Liberty Bonus Program Cost More Than Anticipated By Robert Warne - January 26, 2004 Adjuster bonuses based on reducing payouts from year to year put Liberty Mutual in a $12 million punitive pinch last week.
Alice Torres, a cook at a nursing home in Rapid City, SD, had her $8,000 workers' compensation claim for carpal tunnel syndrome denied in 1999.
The denial was based on a lack of proof that her hand problems were caused by her work, alleged inconsistencies in her story and the possibility that her hand problems were a pre-existing condition from an injury she received at home a year earlier.
Then in 2001 she filed suit in U.S. District Court in Rapid City accusing the company of bad-faith dealing, barratry, abuse of process, and interference with business and contract relations.

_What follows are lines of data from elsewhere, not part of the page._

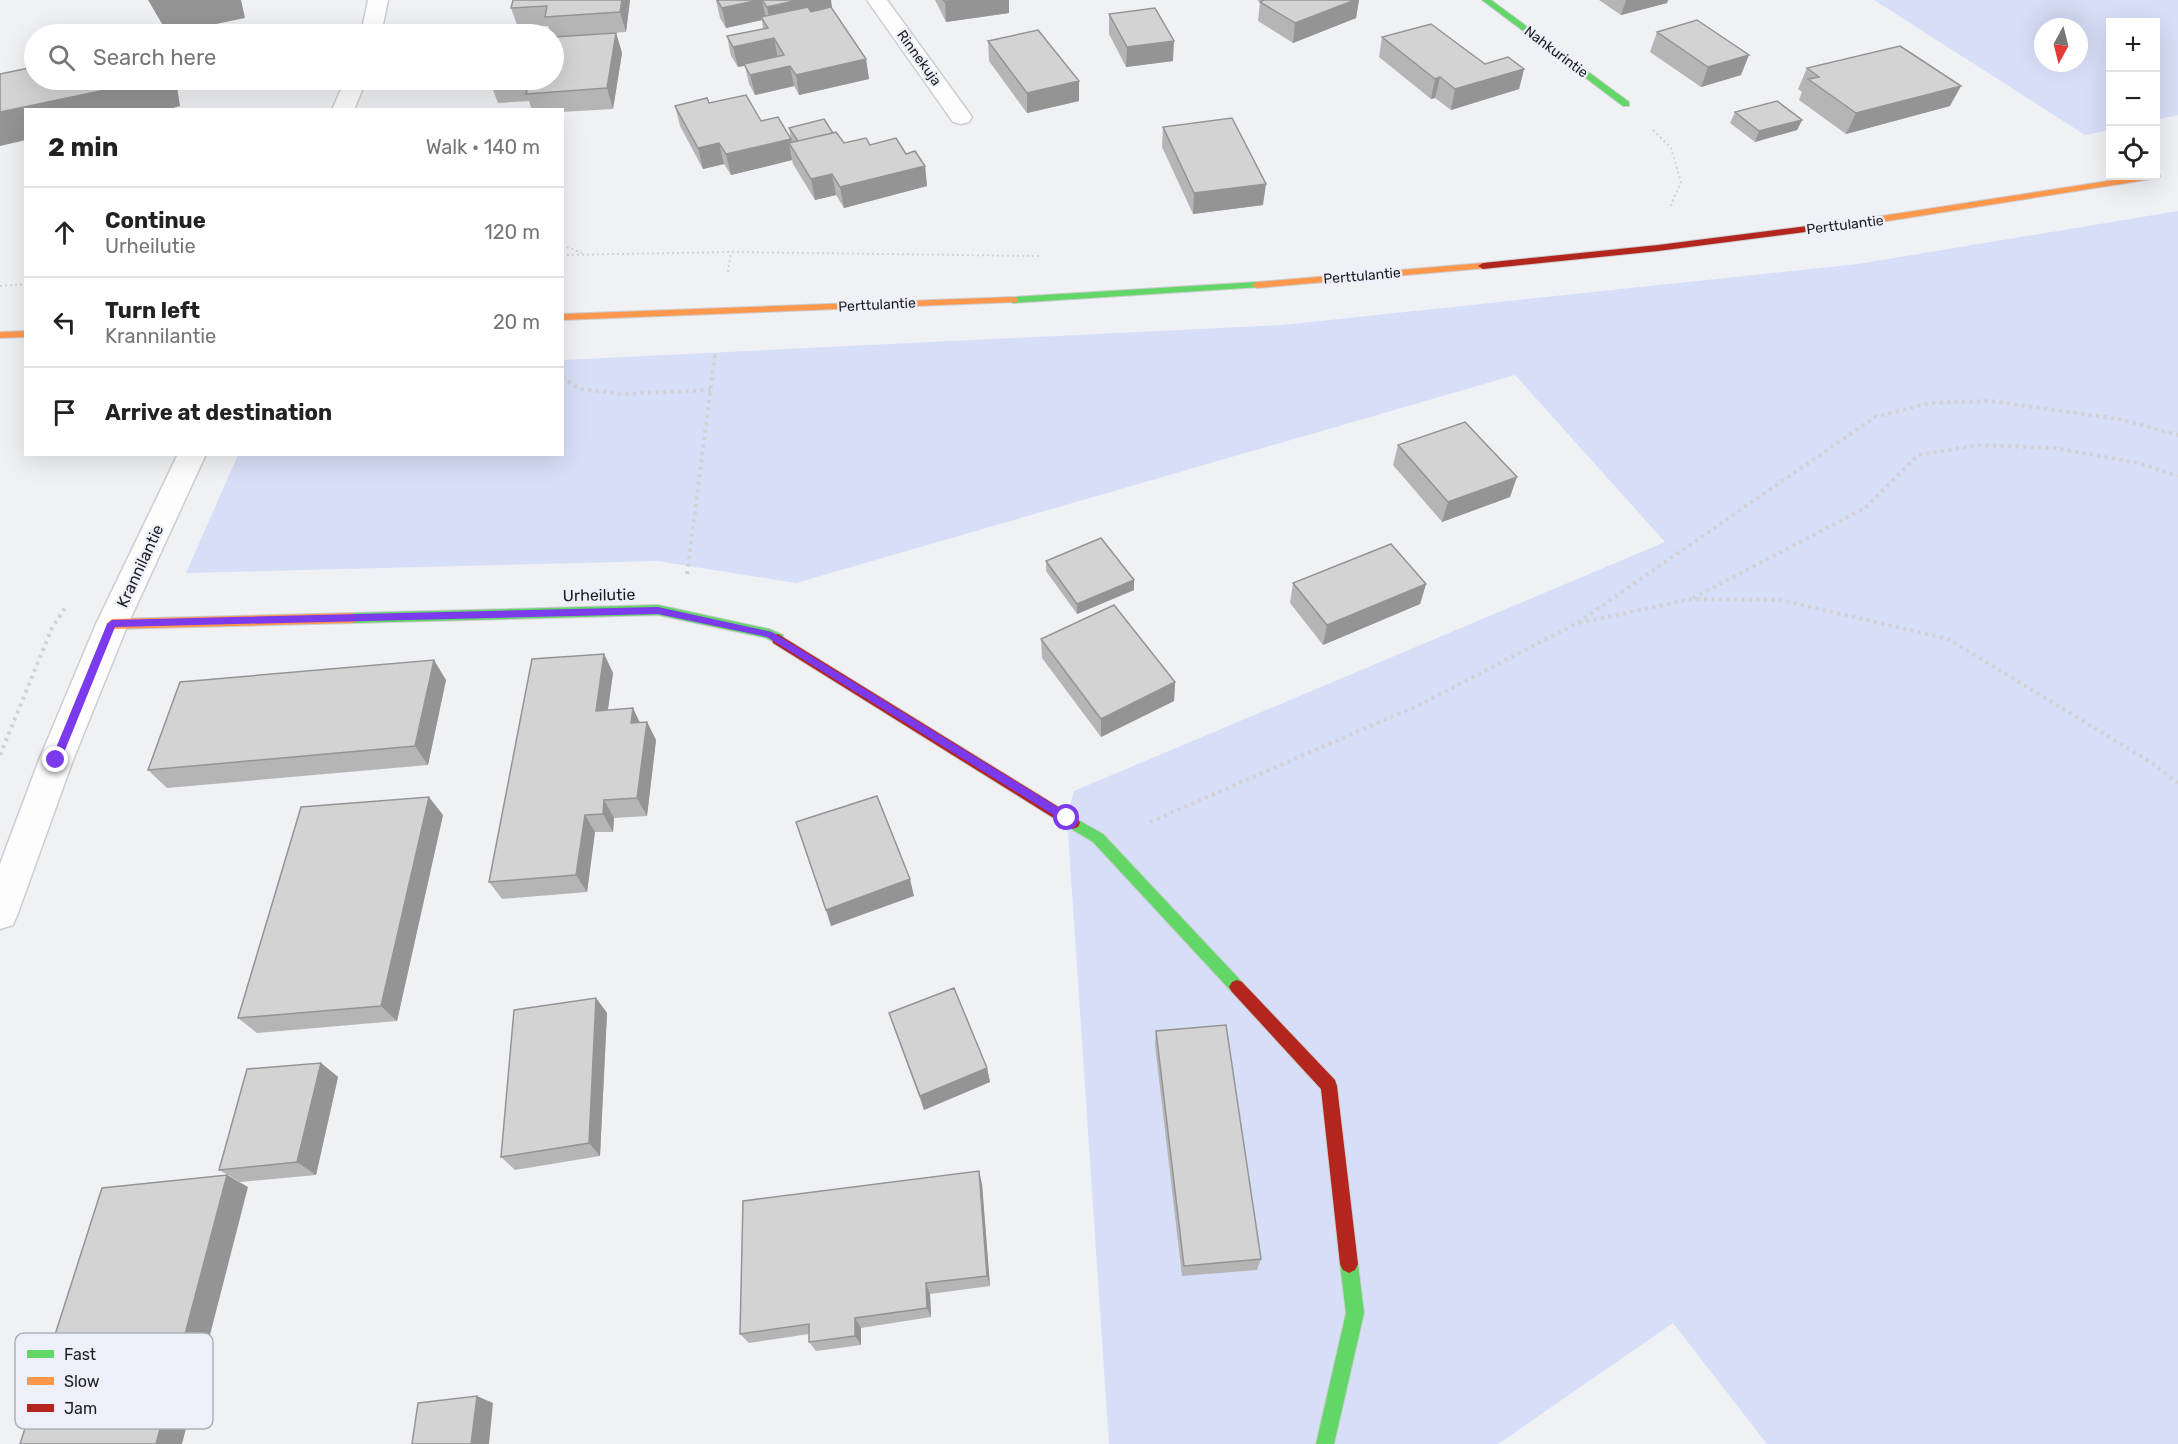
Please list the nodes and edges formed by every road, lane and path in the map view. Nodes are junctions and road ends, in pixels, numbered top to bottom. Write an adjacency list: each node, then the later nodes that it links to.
1 (378, 0): 4 (street)
2 (876, 0): 8 (street, Rinnekuja)
3 (1486, 0): 6 (street, Nahkurintie)
4 (373, 24)
5 (351, 90): 7 (street)
6 (1626, 104): 10 (path)
7 (343, 108)
8 (961, 117)
9 (2132, 180): 17 (street, Perttulantie)
10 (1679, 209)
11 (564, 246): 12 (path)
12 (586, 254): 13 (path); 14 (path)
13 (564, 255)
14 (1047, 256)
15 (24, 284): 16 (path)
16 (0, 286)
17 (564, 316)
18 (24, 334): 19 (street)
19 (0, 335)
20 (716, 347): 22 (path)
21 (564, 378): 22 (path)
22 (712, 390): 26 (path)
23 (2178, 435): 28 (path)
24 (191, 456): 29 (street, Krannilantie)
25 (2178, 477): 27 (path)
26 (686, 584)
27 (1690, 599): 28 (path); 30 (path)
28 (1577, 623): 31 (path)
29 (112, 624): 31 (street, Urheilutie); 32 (street, Krannilantie)
30 (2178, 783)
31 (1098, 838): 33 (street, Urheilutie)
32 (0, 913)
33 (1325, 1444)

Her case focused on a Travelers bonus structure called the “Claim Professional Incentive Program,” according to the Associated Press.
Reportedly adjusters were eligible for year-end bonuses up to 20 percent of their pay if they reduced overall payouts from one year to the next.
Her attorney, Michael Abourezk, argued that, "An insurance adjuster is supposed to be like a judge, fair and impartial. ... If you bribe a judge, you get thrown in jail. But they bribe these claims adjusters with bounties that are tied directly to their performance in paying claims," the AP reported.
Although the jury at the end of the four day trial awarded Torres $60,000 in compensatory damages and $12 million in punitive damages, the award must still be reviewed by a federal judge and Liberty has far from exhausted its legal options.